Enfin, yes they Khan. En élisant largement (57 % des voix), le 6 mai, le travailliste Sadiq Khan à la mairie de Londres, plus grosse métropole européenne, face au candidat conservateur et fils de milliardaire Zac Goldsmith, les Anglais ont démontré l’incroyable vitalité de leur démocratie. Et que Londres, vraiment, a l’énergie folle du cosmopolitisme, sous la flotte et dans le frog. Ce week-end, même certains des adversaires conservateurs de Khan ont dit leur fierté que leur ville porte au pouvoir une telle personnalité. Fair-play et justesse d’analyse.

Sans vouloir faire pleurer dans les chaumières : Sadiq Khan est issu d’une famille pakistanaise immigrée au Royaume-Uni. Il est le fils d’un chauffeur d’autobus et d’une couturière à domicile. Jusqu’à ses 25 ans, il a dormi dans un lit superposé, aux côtés de ses six frères et sœur, dans une HLM du sud de la ville. Pour ne rien arranger, ce féministe de 45 ans est fan du club de Liverpool, une injure publique dans une ville où prospèrent quatre grandes formations.

De ses frères et sœurs, qui ont tous fait des études, Sadik Khan a été le plus brillant. D’abord avocat spécialiste des droits de l’homme, puis un engagement sans faille et fidèle en politique. Le job qui l’attend n’est pas mince, mais il sait de quoi il parle : lutte contre des loyers exorbitants poussant à la colocation des cadres de 40 ans, qualité des transports publics, sécurité, propreté.

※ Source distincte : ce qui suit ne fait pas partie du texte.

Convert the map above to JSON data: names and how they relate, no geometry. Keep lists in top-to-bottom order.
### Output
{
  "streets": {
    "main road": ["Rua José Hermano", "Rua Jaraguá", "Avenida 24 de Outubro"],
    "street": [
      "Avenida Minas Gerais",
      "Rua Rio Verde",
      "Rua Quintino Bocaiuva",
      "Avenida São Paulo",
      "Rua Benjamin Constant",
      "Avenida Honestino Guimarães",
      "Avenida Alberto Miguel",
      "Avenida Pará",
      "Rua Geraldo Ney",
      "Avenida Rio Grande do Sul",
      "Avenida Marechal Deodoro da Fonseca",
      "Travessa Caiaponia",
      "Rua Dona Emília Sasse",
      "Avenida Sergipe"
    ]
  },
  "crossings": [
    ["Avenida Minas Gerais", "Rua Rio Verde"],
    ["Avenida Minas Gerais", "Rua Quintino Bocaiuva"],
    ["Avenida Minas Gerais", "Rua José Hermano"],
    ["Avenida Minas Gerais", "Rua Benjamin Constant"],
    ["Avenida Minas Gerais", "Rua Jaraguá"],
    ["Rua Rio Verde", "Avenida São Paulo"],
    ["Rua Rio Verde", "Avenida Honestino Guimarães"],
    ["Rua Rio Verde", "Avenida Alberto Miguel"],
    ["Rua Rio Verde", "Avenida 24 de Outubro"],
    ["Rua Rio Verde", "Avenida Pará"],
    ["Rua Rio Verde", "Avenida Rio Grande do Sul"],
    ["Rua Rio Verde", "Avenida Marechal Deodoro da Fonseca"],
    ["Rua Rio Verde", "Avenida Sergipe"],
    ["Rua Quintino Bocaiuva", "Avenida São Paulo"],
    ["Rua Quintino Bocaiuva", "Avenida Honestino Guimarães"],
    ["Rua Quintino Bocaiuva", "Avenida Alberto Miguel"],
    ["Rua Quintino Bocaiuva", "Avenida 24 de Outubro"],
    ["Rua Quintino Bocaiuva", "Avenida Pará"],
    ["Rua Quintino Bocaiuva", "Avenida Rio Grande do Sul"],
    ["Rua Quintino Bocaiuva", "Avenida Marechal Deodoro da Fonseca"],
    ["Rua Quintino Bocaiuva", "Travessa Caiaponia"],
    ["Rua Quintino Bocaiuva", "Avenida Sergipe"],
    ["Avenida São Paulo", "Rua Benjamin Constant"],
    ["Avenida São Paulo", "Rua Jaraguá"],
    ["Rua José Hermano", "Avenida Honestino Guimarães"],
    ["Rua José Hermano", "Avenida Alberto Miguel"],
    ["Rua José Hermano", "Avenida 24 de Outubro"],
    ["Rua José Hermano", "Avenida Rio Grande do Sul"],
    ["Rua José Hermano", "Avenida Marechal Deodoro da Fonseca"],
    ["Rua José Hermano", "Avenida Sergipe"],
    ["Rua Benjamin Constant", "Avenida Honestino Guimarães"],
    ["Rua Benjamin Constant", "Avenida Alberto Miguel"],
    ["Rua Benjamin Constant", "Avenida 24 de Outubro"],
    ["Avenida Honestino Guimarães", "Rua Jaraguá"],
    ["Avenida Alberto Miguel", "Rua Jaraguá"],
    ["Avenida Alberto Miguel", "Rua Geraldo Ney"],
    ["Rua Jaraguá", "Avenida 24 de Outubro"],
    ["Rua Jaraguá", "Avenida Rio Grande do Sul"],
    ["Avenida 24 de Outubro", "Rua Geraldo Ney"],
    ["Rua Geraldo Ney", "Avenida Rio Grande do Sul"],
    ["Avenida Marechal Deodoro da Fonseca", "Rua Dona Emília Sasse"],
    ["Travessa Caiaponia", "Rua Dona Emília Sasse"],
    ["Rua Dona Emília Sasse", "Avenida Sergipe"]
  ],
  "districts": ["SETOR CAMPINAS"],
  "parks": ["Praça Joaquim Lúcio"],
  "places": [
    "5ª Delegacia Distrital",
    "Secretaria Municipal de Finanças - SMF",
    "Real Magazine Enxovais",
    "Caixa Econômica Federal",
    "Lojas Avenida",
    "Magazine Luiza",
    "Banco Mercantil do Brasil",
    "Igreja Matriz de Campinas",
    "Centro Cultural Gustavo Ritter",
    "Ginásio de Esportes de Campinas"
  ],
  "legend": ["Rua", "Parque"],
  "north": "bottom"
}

Si ce scrutin fait un buzz à l’étranger, elle passe, sur les bords de la Tamise, comme un courriel à votre collègue. Près de 40 % des 8,6 millions d’habitants de la mégalopole sont nés à l’étranger, et les Britanniques ‘blancs’ ne représentent plus que 45 %, les autres étant soit étrangers, soit des Britanniques issus des minorités immigrées.
C’est pas demain la veille que les Français, en proie à la peur et aux divisions, confieront une telle responsabilité à une personnalité issue de l’immigration. A un an de l’élection présidentielle tricolore, dont la campagne s’annonce déjà pathétique et vaine, cette leçon anglaise ne traversera malheureusement pas la Manche. « L’ascenseur social est complètement en panne en France », diagnostique l’économiste toulousain Jean Tirole, prix Nobel d’économie 2014, à l’occasion de la parution de son livre ‘Economie du bien commun’. Ah oui, il paraît que ce Khan est musulman. Mais ça, sincèrement, j’en ai rien à cirer.